I have always have problems with the influx or art historians...people that study artworks.

That's fine. I have no problems with that. But in a broader sense, do we really need that many of them?

And the truth is, when someone is a PhD, they have to write papers, they have to try to publish.

So, we get volumes and volumes of books, papers, theories, on artworks.

Take Da Vinci's "Mona Lisa" for example. It's been analyzed to death. From that it's his self portrait to that it means he's gay....

come on...

sometimes, I wonder if artists of the modern era create mystiques in arts just because they can play with art critics and art historian's minds....

but I wonder if it was simpler in the really early days of artists. That they simply are drawing/painting exactly what it is....

Then came the snobbish art critics and art historians. Now, theories abound and it gave us the "Da Vinci Code"

which, I couldn't finish. It seems like an interesting book but after reading 2/3rd of it, I had to put it down and said to myself....OK, enough is enough...

Don't get me wrong, I enjoy all the theories and conspiracies and such. But there is such thing as "over doing it"....

on the plus side, it does make one think. On the negative side, it can create something out of nothing....

the most recent "theory" being the one that I read today about Jackson Pollock.

Now, I am not familiar with his work. I've seen some of it.
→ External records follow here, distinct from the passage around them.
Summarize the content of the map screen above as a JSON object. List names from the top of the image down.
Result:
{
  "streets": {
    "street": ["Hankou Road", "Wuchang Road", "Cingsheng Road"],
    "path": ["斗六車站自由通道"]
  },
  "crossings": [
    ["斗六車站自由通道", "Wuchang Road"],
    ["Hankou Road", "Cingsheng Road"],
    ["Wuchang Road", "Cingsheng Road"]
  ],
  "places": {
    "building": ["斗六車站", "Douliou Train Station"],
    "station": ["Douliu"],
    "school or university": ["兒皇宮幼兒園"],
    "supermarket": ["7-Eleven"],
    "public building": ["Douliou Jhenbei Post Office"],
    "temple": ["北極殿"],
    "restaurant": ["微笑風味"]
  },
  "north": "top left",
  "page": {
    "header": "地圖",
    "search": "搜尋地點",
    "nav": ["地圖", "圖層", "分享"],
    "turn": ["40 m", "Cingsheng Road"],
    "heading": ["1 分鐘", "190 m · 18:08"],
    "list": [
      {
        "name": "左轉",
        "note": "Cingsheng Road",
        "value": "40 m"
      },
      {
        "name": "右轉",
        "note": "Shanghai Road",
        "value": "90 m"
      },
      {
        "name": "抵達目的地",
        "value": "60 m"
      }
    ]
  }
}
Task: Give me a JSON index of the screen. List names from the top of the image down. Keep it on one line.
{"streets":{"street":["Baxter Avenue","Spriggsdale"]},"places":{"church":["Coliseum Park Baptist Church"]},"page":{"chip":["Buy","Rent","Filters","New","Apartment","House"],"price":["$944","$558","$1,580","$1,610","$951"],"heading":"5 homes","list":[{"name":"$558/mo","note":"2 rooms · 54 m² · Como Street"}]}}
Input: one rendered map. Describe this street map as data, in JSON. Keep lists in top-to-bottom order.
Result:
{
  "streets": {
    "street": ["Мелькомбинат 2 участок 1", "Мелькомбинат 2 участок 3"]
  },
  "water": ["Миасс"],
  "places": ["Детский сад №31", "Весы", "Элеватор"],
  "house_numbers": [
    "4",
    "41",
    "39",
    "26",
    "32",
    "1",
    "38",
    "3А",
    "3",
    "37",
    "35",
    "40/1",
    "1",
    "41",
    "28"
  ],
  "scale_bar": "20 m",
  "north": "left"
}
I must say, I can't say that he is the "BEST" artist to come out of this country. That's a bold statement to come out from ONE critic's mouth.

what makes THAT critic the best critic? And what makes what he says THE statement?

That aside, the theory du jour is that in Pollock's painting, "Mural", an art historian and his wife, another art historian have now made a bold conclusion/hypothesis that Pollock had secretly encoded his name into the painting.

She could make out the letters to all of his name.

But as I read the "argument" for the case. They cannot definitively say exactly where it is...

I tried to look into it. Yes, there are some letters that look like an "S" or "O"

and if we peeled away "Jackson Pollock" we can see that those are pretty common letters.

any lines can look like an "l"
a circle that isn't closed can look like a "c"
snakey looking lines can be said to be "s"

the rest are up for interpretation...

now, these historians work for the Smithsonian...they are "prestigious" in their own rights. They've studied art and devoted their whole life to it. So, who am I to "critique" them...

BUT, who started the "Critic's college" eh??

then, I read that there are art historians that study ONE particular painting for apparently enormous amount of time just to study it....

know what I'd love to do?

I'd love to paint a picture of a bug, become famous with it. Say nothing about it. Make it mystical. Then die and let art critics and historians all over the world study it for the rest of their lives trying to decipher the "bug".

I'd like for them to say that I was trying to encode a curse word into it. Or that it was a nekkid picture of moi embedded within it. Maybe it was a photo of another bug but I painted over it with the new bug and now they are being bugged by why I did it (but I really didn't).

Or, maybe they'll think that I was abused as a child, or that I suffered from split personality disorder because the wings were not symmetrical.

Maybe they'll look at the bug's eyes and theorize that I was blind because the bug's eyes were bigger than the real bug's eyes and that I made the eyes bigger to symbolize sight.

But in actuality. I simply painted a bug the way I saw it. And it was just a bug.

Hmmmmm....by golly, I think I've hit upon another million dollar idea....

I am not knocking that there are important works out there. But are there truly that many of them??? Are all the MAJOR artists out there coding their artworks?

Every year, I would read that this artist's secret is uncovered or that artist's secret is uncovered.
I am wondering, if the artists want to show off their artworks in the first place, why keep it covered??

I guess the mystiques sells the artworks, eh?

I remember one of my friends that was an art student. She told me that for a whole semester, she believed her professor's taste in art and had to agree with all of her choices even when she didn't liked a lot of the artworks the professor chose.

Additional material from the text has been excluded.